Blackmagic ATEM Mini Pro
The Blackmagic ATEM Mini Pro is a live production switcher that allows for direct streaming via its Ethernet connection. The new Pro version retains all of the features found on the original ATEM Mini. However, it sports a few new extra features for recording, streaming and monitoring. Most notable, the ATEM Mini Pro allows you to switch and stream up to four HDMI inputs directly to platforms like Twitch, YouTube and Facebook. Or, you can connect to a computer via USB to use the ATEM Mini Pro as a webcam input.

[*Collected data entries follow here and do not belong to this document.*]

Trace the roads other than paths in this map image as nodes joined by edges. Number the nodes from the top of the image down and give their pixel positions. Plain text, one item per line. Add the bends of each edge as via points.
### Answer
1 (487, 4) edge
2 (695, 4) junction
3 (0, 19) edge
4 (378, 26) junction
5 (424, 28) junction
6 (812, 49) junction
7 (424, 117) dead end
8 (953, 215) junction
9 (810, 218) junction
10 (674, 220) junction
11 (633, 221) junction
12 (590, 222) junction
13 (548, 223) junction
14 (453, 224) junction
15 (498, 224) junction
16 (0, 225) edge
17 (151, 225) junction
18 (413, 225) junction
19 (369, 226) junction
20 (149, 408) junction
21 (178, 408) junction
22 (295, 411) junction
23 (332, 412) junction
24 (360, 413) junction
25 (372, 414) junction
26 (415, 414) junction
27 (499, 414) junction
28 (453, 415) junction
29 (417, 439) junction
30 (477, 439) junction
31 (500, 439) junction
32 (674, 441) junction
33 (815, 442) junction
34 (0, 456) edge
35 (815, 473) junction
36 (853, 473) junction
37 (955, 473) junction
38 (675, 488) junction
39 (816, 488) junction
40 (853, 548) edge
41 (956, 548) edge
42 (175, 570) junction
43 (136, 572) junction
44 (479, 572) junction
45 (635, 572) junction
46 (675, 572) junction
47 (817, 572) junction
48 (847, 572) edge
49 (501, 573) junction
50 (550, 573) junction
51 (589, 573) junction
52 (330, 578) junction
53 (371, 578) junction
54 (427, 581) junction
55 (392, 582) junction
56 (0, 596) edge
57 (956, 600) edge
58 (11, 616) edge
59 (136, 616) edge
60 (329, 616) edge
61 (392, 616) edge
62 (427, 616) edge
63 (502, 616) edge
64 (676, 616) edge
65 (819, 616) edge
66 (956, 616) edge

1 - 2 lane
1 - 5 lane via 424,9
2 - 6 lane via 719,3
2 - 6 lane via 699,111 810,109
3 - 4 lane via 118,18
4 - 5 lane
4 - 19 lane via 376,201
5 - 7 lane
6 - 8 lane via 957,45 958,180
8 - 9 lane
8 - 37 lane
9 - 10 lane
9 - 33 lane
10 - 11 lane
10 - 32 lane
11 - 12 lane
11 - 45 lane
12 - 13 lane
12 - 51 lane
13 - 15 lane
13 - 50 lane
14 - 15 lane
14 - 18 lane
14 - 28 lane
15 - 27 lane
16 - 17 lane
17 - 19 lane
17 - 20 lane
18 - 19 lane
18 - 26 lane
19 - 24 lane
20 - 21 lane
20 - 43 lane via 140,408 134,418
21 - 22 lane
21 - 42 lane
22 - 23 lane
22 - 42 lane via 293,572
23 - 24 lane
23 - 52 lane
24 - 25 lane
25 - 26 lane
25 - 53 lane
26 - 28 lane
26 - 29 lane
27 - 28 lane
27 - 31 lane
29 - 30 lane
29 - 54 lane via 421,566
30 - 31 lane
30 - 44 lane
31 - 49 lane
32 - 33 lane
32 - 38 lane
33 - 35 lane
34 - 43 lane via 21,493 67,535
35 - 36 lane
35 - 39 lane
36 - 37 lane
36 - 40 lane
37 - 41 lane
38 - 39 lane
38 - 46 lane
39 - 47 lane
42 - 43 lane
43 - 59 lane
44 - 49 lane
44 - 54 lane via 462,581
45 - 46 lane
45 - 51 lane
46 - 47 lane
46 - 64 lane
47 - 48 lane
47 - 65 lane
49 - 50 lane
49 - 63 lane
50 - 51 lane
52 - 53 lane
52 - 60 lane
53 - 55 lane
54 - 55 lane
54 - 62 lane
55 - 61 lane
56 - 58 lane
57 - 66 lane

Each of the ATEM Mini Pro’s four HDMI inputs features its own dedicated standards converter. This means that the device will automatically convert 1080p, 1080i and 720p sources to the video standard of the switcher. There’s also added support for recording to USB flash disks in H.264 and recording to multiple disks. This should allow streamers to continuously record their streams without running out of storage space. Also, the new model features a multiview on the HDMI video output. That allows all inputs to be monitored on a single monitor, along with the live status of recording, streaming and the audio mixer.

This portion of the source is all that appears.